It’s been a while since I posted here… in fact, so long I’m not sure I even know my way around this thing anymore.

Regardless, I’ve been going through the second edition of Richard Sutton and Andrew Barto’s book “Reinforcement Learning: An Introduction” while trying my best to solve every exercise. One that had me taking a particularly long time was Exercise 6.1, in page 121. This is in Chapter 6: Temporal-Difference Learning (by far the most exciting Chapter in the book until now).

While trying to come up with ideas to solve the exercise, I searched around the web but found nothing that could give me a clue. So here, this is my attempt at sharing my solution and the rationale for it.

First of all, notation!

This chapter talks about TD-Learning, so a few notions need to be established:

\[G_t \dot{=} R_{t+1} + \gamma R_{t+2} + \gamma^{2} R_{t+3} + ... + \gamma^{T-t-1} R_T \\ = R_{t+1} + \gamma G_{t+1}\]

is the return (weighted sum of rewards) observed after time \(t\).
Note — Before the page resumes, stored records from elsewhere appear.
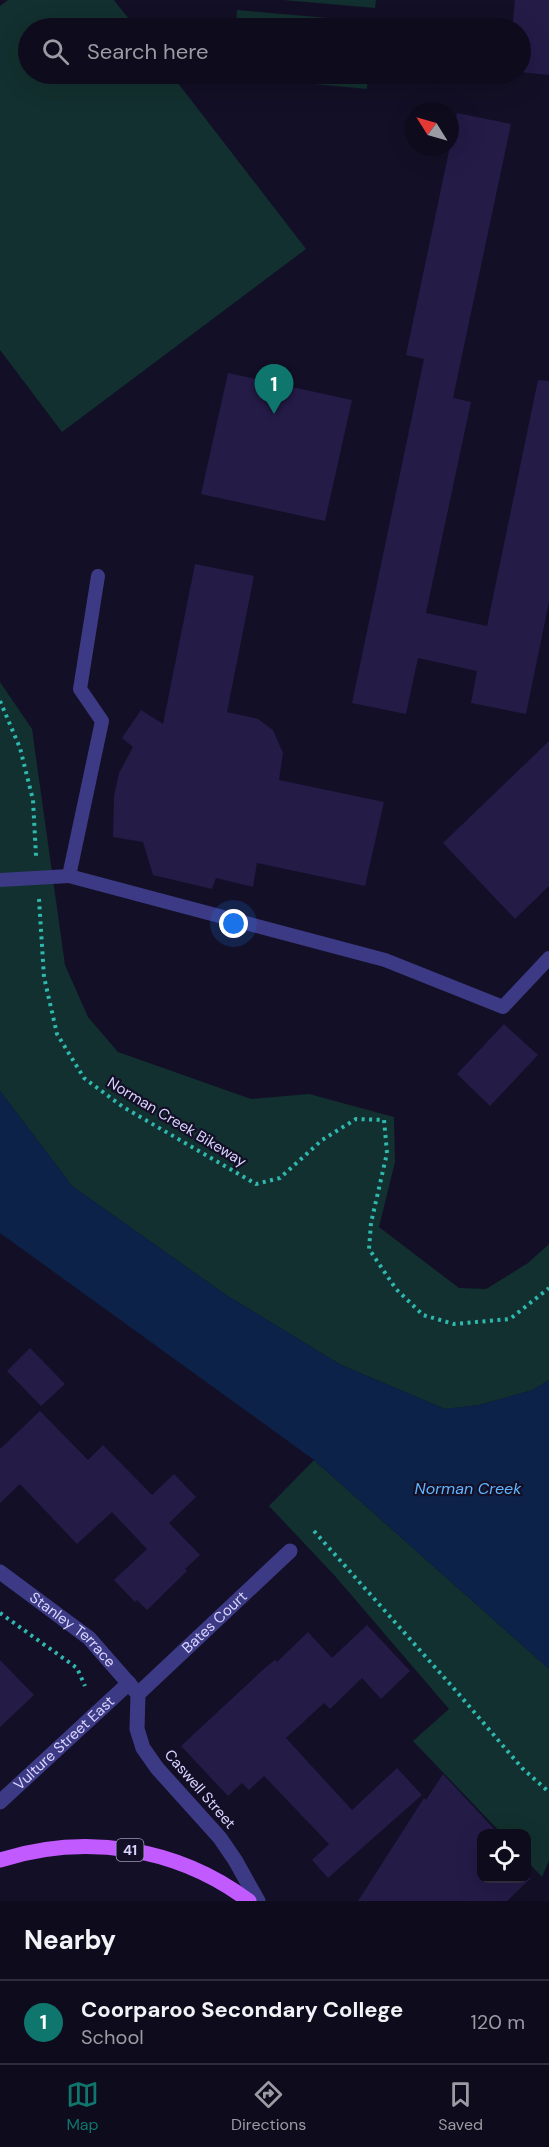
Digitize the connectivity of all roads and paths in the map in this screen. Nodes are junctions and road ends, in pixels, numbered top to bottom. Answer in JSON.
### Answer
{"nodes":[{"id":1,"x":98,"y":576,"type":"dead end"},
{"id":2,"x":0,"y":701,"type":"edge"},
{"id":3,"x":69,"y":876,"type":"junction"},
{"id":4,"x":38,"y":879,"type":"junction"},
{"id":5,"x":0,"y":880,"type":"edge"},
{"id":6,"x":549,"y":958,"type":"edge"},
{"id":7,"x":549,"y":1288,"type":"edge"},
{"id":8,"x":314,"y":1531,"type":"dead end"},
{"id":9,"x":290,"y":1551,"type":"dead end"},
{"id":10,"x":0,"y":1572,"type":"edge"},
{"id":11,"x":0,"y":1613,"type":"edge"},
{"id":12,"x":85,"y":1686,"type":"dead end"},
{"id":13,"x":133,"y":1689,"type":"junction"},
{"id":14,"x":549,"y":1792,"type":"edge"},
{"id":15,"x":0,"y":1802,"type":"edge"},
{"id":16,"x":0,"y":1860,"type":"edge"},
{"id":17,"x":249,"y":1901,"type":"edge"},
{"id":18,"x":258,"y":1901,"type":"edge"}],
"edges":[{"from":1,"to":3,"type":"lane"},
{"from":2,"to":4,"type":"path","name":"Norman Creek Bikeway"},
{"from":3,"to":4,"type":"lane"},
{"from":3,"to":6,"type":"lane"},
{"from":4,"to":5,"type":"lane"},
{"from":4,"to":7,"type":"path","name":"Norman Creek Bikeway"},
{"from":8,"to":14,"type":"path"},
{"from":9,"to":13,"type":"street","name":"Bates Court"},
{"from":10,"to":13,"type":"street","name":"Stanley Terrace"},
{"from":11,"to":12,"type":"path"},
{"from":13,"to":15,"type":"street","name":"Vulture Street East"},
{"from":13,"to":18,"type":"street","name":"Caswell Street"},
{"from":16,"to":17,"type":"main road","number":"41"}]}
The notation here implicitly assumes that we’re dealing with episodic environments.

\(V_t(S_t)\) is the current approximation to a given state’s value. In other words, \(V_t\) is our current approximation to the value function.

And last but not least:

\[\delta_t \dot{=} R_{t+1} + \gamma V_t(S_{t+1}) - V_t(S_t)\]

is what’s called the TD error at time t. In the book’s definition, \(V\) shows up without the index \(t\). That’s because up until page 121, we’re asked to work as if all Value Function updates are performed after the end of the episode. Since exercise 6.1 is exactly about imagining what happens to the error between the Return \(G_t\) and its difference to \(V_t(S_t)\) as it changes throughout the episode, my definition already introduces the index.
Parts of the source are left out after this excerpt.